デバイス、SDK、およびJava ME互換性の対応については、BlackBerryの(使いにくいけれども内容は充実した)ソフトウェア開発者向けWebサイトを参照ください。非常に役に立つ資料が豊富に提供されています。このリソースを有効に利用するには、最初にBlackBerryでのソフトウェア開発を紹介したビデオとAPIドキュメントを見るとよいでしょう。その後で、BlackBerry SDKのJavadocを読んでください。BlackBerryでのプログラミングに関する最も詳細な情報が記載されています。
開発にあたって、RIMはデフォルトの開発プラットフォームとしてEclipse 3.4.0または3.4.1を推奨しています。また、無料のEclipseプラグインとしてBlackBerry IDE(デバッガーと高機能のマルチデバイスシミュレーターを完備)が提供されています。BlackBerry IDEについてはこの記事で紹介します。
BlackBerry用タッチプログラミングの概要
BlackBerryのタッチ指向プログラミングの基礎は、タップ、ジェスチャー、仮想キーボードという3つの概念で構成されています。これらの概念は、BlackBerryプラットフォームにプログラミング可能な機能として組み込まれています。BlackBerry SDKを実行するタッチスクリーン式デバイスでは、タップはライトタッチ、ダブルタップ、プレスホールド、プレスアンドドラッグ、およびマルチタッチ(2つのUIアイテムを同時にタッチ)として認識されます。また、ジェスチャーは、UI上での1つ以上の接点(つまり指)の動きと、指定されている4つの方向(NORTH、EAST、WEST、SOUTH)として認識されます。動作の特徴は、スワイプ(叩くこと)、移動してタップ、またはクリックとして表されます。

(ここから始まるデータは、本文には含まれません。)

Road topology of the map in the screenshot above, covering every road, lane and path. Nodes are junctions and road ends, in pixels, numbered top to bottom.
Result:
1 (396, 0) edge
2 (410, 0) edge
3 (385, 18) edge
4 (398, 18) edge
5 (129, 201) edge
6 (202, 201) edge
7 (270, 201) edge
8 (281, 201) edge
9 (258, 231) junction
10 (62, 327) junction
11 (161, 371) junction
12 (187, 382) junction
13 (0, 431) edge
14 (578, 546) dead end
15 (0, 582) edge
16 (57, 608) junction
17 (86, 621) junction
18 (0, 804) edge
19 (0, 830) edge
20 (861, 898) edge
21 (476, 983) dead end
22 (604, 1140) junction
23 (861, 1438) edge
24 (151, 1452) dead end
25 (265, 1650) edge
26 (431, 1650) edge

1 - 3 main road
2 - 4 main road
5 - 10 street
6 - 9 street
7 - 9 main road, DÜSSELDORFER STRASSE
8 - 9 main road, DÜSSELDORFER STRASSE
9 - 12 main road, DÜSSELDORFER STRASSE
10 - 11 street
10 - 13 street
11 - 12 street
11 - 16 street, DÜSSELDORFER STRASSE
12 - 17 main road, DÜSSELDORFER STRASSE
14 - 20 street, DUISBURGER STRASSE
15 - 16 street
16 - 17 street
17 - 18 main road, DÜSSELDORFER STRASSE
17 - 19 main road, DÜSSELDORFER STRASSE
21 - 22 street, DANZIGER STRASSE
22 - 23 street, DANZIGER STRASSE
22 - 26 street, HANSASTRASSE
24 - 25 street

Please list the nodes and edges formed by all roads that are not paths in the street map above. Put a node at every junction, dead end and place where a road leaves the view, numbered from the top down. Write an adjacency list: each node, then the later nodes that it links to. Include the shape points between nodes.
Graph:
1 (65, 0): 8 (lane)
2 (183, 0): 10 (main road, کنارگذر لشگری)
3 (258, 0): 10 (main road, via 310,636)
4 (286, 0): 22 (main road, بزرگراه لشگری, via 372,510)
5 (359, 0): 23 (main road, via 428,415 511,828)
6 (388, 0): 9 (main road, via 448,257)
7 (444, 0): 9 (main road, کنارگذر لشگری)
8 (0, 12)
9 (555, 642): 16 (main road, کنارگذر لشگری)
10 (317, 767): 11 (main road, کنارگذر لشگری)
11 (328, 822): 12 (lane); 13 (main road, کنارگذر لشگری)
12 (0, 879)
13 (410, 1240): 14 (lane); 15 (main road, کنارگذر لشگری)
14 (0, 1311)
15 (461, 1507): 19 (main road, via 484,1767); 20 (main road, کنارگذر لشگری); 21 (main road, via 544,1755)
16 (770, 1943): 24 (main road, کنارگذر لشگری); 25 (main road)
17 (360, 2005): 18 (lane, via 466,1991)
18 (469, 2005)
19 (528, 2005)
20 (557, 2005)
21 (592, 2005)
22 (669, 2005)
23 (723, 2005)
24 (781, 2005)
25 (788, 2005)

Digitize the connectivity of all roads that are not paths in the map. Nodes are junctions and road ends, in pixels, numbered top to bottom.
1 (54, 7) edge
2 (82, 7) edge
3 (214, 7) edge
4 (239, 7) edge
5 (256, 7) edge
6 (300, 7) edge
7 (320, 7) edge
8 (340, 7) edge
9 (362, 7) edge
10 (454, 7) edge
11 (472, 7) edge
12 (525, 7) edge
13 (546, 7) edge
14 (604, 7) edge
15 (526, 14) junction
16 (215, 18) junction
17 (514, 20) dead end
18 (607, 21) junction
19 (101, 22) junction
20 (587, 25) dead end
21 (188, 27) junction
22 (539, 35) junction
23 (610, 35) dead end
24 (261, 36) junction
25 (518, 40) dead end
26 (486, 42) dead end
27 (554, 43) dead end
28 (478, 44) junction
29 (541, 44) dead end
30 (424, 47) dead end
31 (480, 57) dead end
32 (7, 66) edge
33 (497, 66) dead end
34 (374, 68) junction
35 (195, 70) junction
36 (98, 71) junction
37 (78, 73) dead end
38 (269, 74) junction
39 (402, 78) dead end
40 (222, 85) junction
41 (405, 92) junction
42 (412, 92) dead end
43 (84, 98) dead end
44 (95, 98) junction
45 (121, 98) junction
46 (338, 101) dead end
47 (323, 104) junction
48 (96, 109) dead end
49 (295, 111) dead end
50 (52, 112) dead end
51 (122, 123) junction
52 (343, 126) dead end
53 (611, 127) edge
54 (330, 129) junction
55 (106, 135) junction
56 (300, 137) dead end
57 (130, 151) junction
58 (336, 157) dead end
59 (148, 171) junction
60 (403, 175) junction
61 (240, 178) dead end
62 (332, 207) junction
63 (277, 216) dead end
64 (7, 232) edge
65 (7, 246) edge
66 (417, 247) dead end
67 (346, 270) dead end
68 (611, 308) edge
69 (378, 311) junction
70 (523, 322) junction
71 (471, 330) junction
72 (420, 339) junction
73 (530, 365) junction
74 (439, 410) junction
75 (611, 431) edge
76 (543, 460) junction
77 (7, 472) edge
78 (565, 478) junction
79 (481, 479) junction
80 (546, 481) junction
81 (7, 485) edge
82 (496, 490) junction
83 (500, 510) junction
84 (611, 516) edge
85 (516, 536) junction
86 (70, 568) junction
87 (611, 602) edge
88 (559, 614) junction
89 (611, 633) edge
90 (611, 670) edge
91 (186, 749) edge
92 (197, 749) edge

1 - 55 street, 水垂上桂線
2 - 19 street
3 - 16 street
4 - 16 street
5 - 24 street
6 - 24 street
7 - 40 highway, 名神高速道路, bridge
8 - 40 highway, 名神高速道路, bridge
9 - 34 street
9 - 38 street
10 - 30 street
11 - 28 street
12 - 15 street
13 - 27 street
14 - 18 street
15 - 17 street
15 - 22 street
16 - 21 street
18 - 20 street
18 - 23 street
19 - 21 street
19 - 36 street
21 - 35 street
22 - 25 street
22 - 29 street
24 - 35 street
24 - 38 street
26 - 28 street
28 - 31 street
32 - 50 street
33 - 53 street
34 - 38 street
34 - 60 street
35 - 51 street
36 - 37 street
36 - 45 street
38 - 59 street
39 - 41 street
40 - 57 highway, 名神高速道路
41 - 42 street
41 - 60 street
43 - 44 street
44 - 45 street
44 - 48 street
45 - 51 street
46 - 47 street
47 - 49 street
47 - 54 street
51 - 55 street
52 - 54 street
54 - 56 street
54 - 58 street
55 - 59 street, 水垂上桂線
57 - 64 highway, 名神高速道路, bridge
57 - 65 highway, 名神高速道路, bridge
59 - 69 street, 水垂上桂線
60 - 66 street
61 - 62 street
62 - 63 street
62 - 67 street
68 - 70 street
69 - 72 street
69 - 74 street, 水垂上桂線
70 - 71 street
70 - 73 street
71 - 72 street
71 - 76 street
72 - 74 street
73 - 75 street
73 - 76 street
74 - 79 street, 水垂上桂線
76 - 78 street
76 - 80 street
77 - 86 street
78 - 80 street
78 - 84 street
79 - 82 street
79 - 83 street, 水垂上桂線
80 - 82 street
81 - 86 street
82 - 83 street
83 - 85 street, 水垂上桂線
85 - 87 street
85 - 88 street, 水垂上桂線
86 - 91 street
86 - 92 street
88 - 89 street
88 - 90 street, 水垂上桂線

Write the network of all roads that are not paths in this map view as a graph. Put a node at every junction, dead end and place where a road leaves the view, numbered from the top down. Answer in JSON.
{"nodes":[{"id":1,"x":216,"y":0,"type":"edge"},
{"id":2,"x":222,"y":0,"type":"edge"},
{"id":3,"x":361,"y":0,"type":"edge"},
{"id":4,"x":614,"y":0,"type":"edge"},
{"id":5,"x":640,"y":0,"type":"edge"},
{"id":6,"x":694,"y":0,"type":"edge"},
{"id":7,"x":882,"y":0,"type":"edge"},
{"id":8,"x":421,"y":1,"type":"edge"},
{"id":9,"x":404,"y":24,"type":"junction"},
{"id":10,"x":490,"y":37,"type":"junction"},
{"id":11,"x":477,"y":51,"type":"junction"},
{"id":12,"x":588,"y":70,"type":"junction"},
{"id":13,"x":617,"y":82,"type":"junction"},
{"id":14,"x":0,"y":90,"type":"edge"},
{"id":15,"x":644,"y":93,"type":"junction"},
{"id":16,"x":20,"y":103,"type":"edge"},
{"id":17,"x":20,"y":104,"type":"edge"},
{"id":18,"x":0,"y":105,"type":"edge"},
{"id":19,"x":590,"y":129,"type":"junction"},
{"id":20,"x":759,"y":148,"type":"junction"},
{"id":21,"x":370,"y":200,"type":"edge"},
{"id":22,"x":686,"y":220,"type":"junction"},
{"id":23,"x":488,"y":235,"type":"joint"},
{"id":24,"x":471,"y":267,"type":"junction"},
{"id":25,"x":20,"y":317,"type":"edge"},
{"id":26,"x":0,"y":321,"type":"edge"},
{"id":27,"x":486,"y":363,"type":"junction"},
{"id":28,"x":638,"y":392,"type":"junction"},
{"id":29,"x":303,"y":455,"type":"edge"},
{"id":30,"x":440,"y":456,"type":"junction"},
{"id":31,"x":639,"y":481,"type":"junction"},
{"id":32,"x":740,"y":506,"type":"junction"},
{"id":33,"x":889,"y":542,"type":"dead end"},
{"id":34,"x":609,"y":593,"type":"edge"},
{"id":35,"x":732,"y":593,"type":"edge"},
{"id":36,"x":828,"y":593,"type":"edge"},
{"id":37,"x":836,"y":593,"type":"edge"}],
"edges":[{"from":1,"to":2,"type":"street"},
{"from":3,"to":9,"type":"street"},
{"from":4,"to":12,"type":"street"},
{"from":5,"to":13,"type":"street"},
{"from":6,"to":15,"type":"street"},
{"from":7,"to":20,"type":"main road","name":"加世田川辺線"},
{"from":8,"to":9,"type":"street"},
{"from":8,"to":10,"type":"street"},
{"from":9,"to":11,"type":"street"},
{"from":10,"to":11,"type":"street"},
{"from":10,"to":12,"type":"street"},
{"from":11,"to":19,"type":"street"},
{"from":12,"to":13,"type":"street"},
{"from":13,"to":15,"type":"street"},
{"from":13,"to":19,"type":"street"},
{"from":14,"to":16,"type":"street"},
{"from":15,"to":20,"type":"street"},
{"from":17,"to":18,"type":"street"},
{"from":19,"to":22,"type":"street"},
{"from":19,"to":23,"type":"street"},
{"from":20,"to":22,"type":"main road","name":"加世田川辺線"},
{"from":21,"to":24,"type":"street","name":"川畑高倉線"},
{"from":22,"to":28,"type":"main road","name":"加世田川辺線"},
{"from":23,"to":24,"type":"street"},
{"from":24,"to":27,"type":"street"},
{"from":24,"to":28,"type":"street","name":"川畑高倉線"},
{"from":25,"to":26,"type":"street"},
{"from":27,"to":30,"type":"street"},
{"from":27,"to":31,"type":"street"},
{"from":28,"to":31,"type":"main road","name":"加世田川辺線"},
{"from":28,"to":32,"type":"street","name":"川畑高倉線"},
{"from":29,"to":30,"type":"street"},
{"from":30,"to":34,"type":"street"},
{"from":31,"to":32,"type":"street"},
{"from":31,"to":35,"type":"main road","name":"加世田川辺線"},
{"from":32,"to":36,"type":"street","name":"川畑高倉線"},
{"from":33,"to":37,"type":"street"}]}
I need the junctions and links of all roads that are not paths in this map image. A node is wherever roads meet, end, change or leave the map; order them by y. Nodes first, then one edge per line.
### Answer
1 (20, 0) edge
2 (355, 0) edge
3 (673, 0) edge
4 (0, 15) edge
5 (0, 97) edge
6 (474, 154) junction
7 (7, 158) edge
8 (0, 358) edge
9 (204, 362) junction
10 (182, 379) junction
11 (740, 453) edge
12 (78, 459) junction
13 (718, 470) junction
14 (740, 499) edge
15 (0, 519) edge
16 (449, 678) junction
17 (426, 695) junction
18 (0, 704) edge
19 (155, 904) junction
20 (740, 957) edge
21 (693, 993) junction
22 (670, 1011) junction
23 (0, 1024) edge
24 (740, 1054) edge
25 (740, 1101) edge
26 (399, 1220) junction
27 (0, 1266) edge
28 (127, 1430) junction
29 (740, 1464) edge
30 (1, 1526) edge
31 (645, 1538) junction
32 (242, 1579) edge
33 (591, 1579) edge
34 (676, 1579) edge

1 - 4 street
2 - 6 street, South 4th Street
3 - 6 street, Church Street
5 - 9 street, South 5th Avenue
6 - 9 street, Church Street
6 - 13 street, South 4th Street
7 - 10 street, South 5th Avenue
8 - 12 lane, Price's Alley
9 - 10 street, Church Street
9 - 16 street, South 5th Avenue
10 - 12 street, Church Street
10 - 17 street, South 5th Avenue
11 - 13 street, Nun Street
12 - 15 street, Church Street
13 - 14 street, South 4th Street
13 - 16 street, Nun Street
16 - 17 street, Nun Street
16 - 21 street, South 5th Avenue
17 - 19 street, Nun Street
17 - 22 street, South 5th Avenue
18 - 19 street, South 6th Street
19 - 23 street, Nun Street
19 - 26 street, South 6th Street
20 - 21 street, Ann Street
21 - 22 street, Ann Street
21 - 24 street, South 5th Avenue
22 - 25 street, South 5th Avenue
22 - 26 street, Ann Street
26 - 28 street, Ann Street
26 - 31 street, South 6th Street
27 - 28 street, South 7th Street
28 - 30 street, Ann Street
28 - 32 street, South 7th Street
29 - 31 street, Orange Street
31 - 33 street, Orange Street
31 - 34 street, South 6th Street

仮想キーボードは組み込みのUIコンポーネント(net.rim.device.api.ui.VirtualKeyboardクラスのインスタンス)であり、ユーザーが入力フィールドUIコンポーネントに入力するときに自動的に表示されます。または、プログラムで仮想キーボードシングルトンを画面から取得し、インスタンスでshow
メソッドを実行することで、仮想キーボードを表示することもできます。
VirtualKeyboard keyboard; MainScreen screen = new MainScreen( MainScreen.VERTICAL_SCROLL ); keyboard = screen.getVirtualKeyboard(); keyboard.setVisibility( VirtualKeyboard.SHOW );
次に示すコマンドのグループは、net.rim.device.api.ui
パッケージ内にTouchEventクラスおよびTouchGestureクラスの定数としてモデル化されています。
- タップジェスチャーとドラッグジェスチャーは、タッチイベントの2つの異なるグループとして認識されます。
- タップとクリックは、従来のコマンドボタンやトラックボールのクリックと互換性のある単純な入力です。
- タッチジェスチャーは、画面の並べ替え、アイテムのドラッグ、およびスクロールのためのコマンドです。
BlackBerry SDK 4.7以降を実行し、タッチ操作がデフォルトで有効になっているデバイスは、もともとタッチ操作用に開発されていないアプリケーションであってもタッチ機能をサポートできます。自動的にアクティブ化される仮想キーボードを使用することで、SDKは、クリック、スクロール、編集フィールドへのテキスト入力などのイベントを、タップ、ジェスチャー、または入力により自動的に処理します。
ただし、これらの機能はいくつかの非常に基本的な動作のみに限定されます。さらに高度で特殊なユーザーインターフェース(UI)対話機能を提供するには、カスタムコードで独自のハンドラを作成する必要があります。
仮想キーボードのレイアウトは画面の向きによって異なります。横長の場合は、完全なキー配置の仮想キーボード(QWERTYキーボード)が表示されます。縦長の場合は、2つの文字が1つのフィールドに配置された省略形式の仮想キーボードが表示され、ユーザーが選択したキーの実際の値は、キーがクリックされた回数を数えることで取得されます。
キーボードの外観とレイアウトの制御だけでなく、BlackBerry SDKでは、スペルチェックイベントをプログラムで制御することもできます。この機能についてはこの記事では説明しませんが、仮想キーボードのスペルチェッカーのプログラミングに興味がある場合は、net.rim.blackberry.api.spellcheck
パッケージでクラスとサポートされるイベントを調べてみてください。